Given records:
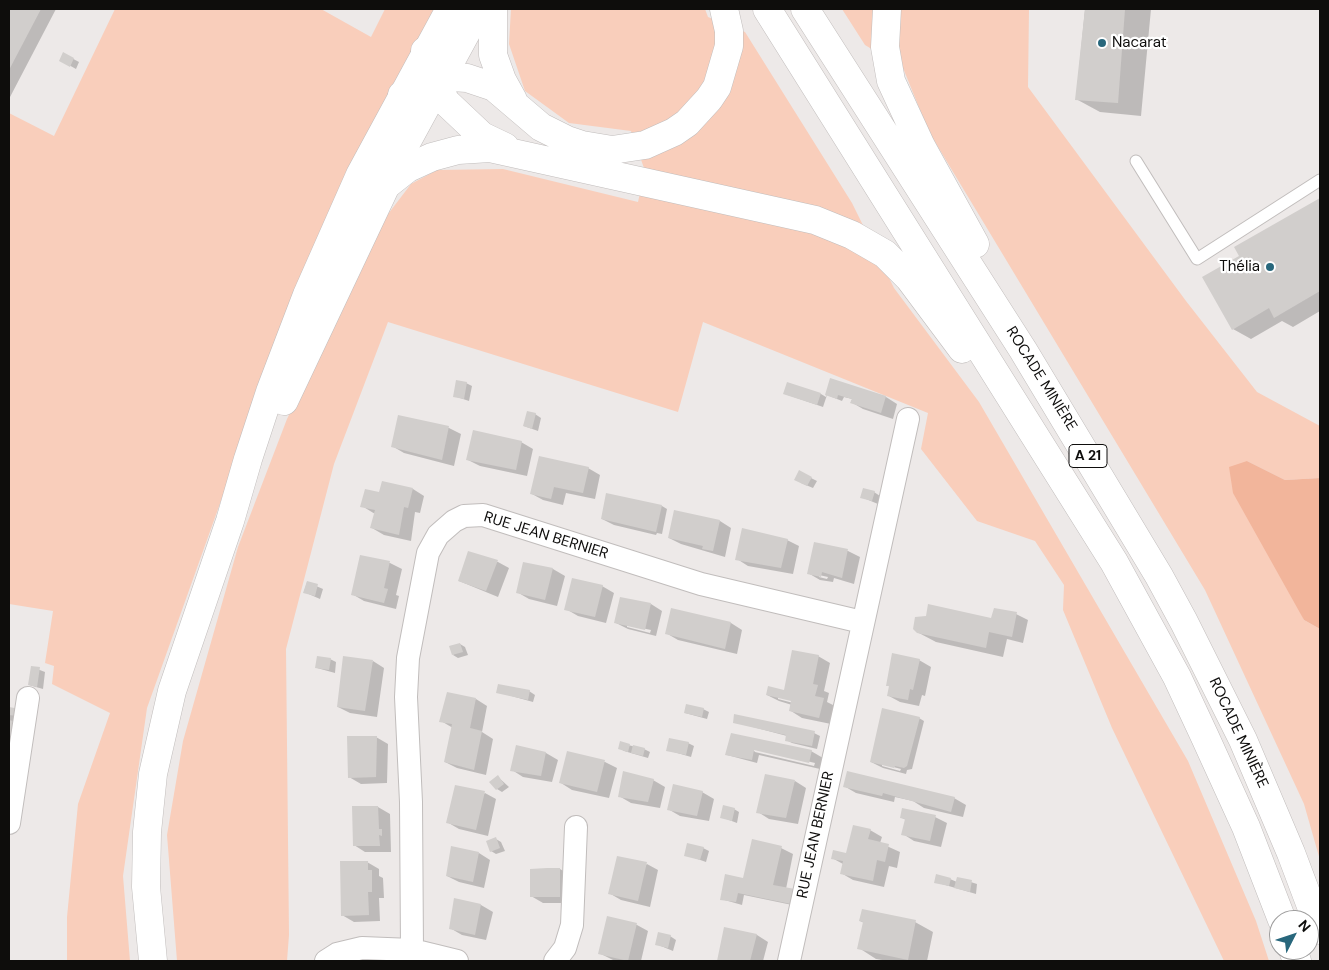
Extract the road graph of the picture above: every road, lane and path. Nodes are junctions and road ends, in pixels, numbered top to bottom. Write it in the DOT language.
graph roads {
  1 [pos="450,9"];
  2 [pos="479,9"];
  3 [pos="493,9"];
  4 [pos="724,9"];
  5 [pos="767,9"];
  6 [pos="805,9"];
  7 [pos="887,9"];
  8 [pos="426,51"];
  9 [pos="436,80"];
  10 [pos="402,95"];
  11 [pos="522,111"];
  12 [pos="518,153"];
  13 [pos="1136,162"];
  14 [pos="1320,180"];
  15 [pos="384,187"];
  16 [pos="1024,350"];
  17 [pos="908,419"];
  18 [pos="1069,489"];
  19 [pos="230,521"];
  20 [pos="862,622"];
  21 [pos="28,698"];
  22 [pos="9,823"];
  23 [pos="576,827"];
  24 [pos="1278,910"];
  25 [pos="1320,930"];
  26 [pos="412,950"];
  27 [pos="152,959"];
  28 [pos="326,961"];
  29 [pos="457,961"];
  30 [pos="555,961"];
  31 [pos="788,961"];
  1 -- 8 [label="main road"];
  2 -- 9 [label="main road"];
  3 -- 11 [label="main road"];
  4 -- 11 [label="main road"];
  5 -- 18 [label="main road, ROCADE MINIÈRE / A 21"];
  6 -- 16 [label="main road, ROCADE MINIÈRE / A 21"];
  7 -- 16 [label="main road"];
  8 -- 9 [label="main road"];
  8 -- 10 [label="main road"];
  9 -- 10 [label="main road"];
  9 -- 11 [label="main road"];
  9 -- 12 [label="main road"];
  9 -- 15 [label="main road"];
  10 -- 19 [label="main road"];
  12 -- 15 [label="main road"];
  12 -- 18 [label="main road"];
  13 -- 14 [label="lane"];
  15 -- 19 [label="main road"];
  16 -- 25 [label="main road, ROCADE MINIÈRE / A 21"];
  17 -- 20 [label="street, RUE JEAN BERNIER"];
  18 -- 24 [label="main road, ROCADE MINIÈRE / A 21"];
  19 -- 27 [label="main road"];
  20 -- 26 [label="street, RUE JEAN BERNIER"];
  20 -- 31 [label="street, RUE JEAN BERNIER"];
  21 -- 22 [label="street"];
  23 -- 30 [label="street"];
  26 -- 28 [label="street"];
  26 -- 29 [label="street"];
}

Exercise: Print out the material word for word, omitting the pictures.

Answer section:
Extract the road graph of the picture above: every road, lane and path. Nodes are junctions and road ends, in pixels, numbered top to bottom. Write it in the DOT language.
graph roads {
  1 [pos="450,9"];
  2 [pos="479,9"];
  3 [pos="493,9"];
  4 [pos="724,9"];
  5 [pos="767,9"];
  6 [pos="805,9"];
  7 [pos="887,9"];
  8 [pos="426,51"];
  9 [pos="436,80"];
  10 [pos="402,95"];
  11 [pos="522,111"];
  12 [pos="518,153"];
  13 [pos="1136,162"];
  14 [pos="1320,180"];
  15 [pos="384,187"];
  16 [pos="1024,350"];
  17 [pos="908,419"];
  18 [pos="1069,489"];
  19 [pos="230,521"];
  20 [pos="862,622"];
  21 [pos="28,698"];
  22 [pos="9,823"];
  23 [pos="576,827"];
  24 [pos="1278,910"];
  25 [pos="1320,930"];
  26 [pos="412,950"];
  27 [pos="152,959"];
  28 [pos="326,961"];
  29 [pos="457,961"];
  30 [pos="555,961"];
  31 [pos="788,961"];
  1 -- 8 [label="main road"];
  2 -- 9 [label="main road"];
  3 -- 11 [label="main road"];
  4 -- 11 [label="main road"];
  5 -- 18 [label="main road, ROCADE MINIÈRE / A 21"];
  6 -- 16 [label="main road, ROCADE MINIÈRE / A 21"];
  7 -- 16 [label="main road"];
  8 -- 9 [label="main road"];
  8 -- 10 [label="main road"];
  9 -- 10 [label="main road"];
  9 -- 11 [label="main road"];
  9 -- 12 [label="main road"];
  9 -- 15 [label="main road"];
  10 -- 19 [label="main road"];
  12 -- 15 [label="main road"];
  12 -- 18 [label="main road"];
  13 -- 14 [label="lane"];
  15 -- 19 [label="main road"];
  16 -- 25 [label="main road, ROCADE MINIÈRE / A 21"];
  17 -- 20 [label="street, RUE JEAN BERNIER"];
  18 -- 24 [label="main road, ROCADE MINIÈRE / A 21"];
  19 -- 27 [label="main road"];
  20 -- 26 [label="street, RUE JEAN BERNIER"];
  20 -- 31 [label="street, RUE JEAN BERNIER"];
  21 -- 22 [label="street"];
  23 -- 30 [label="street"];
  26 -- 28 [label="street"];
  26 -- 29 [label="street"];
}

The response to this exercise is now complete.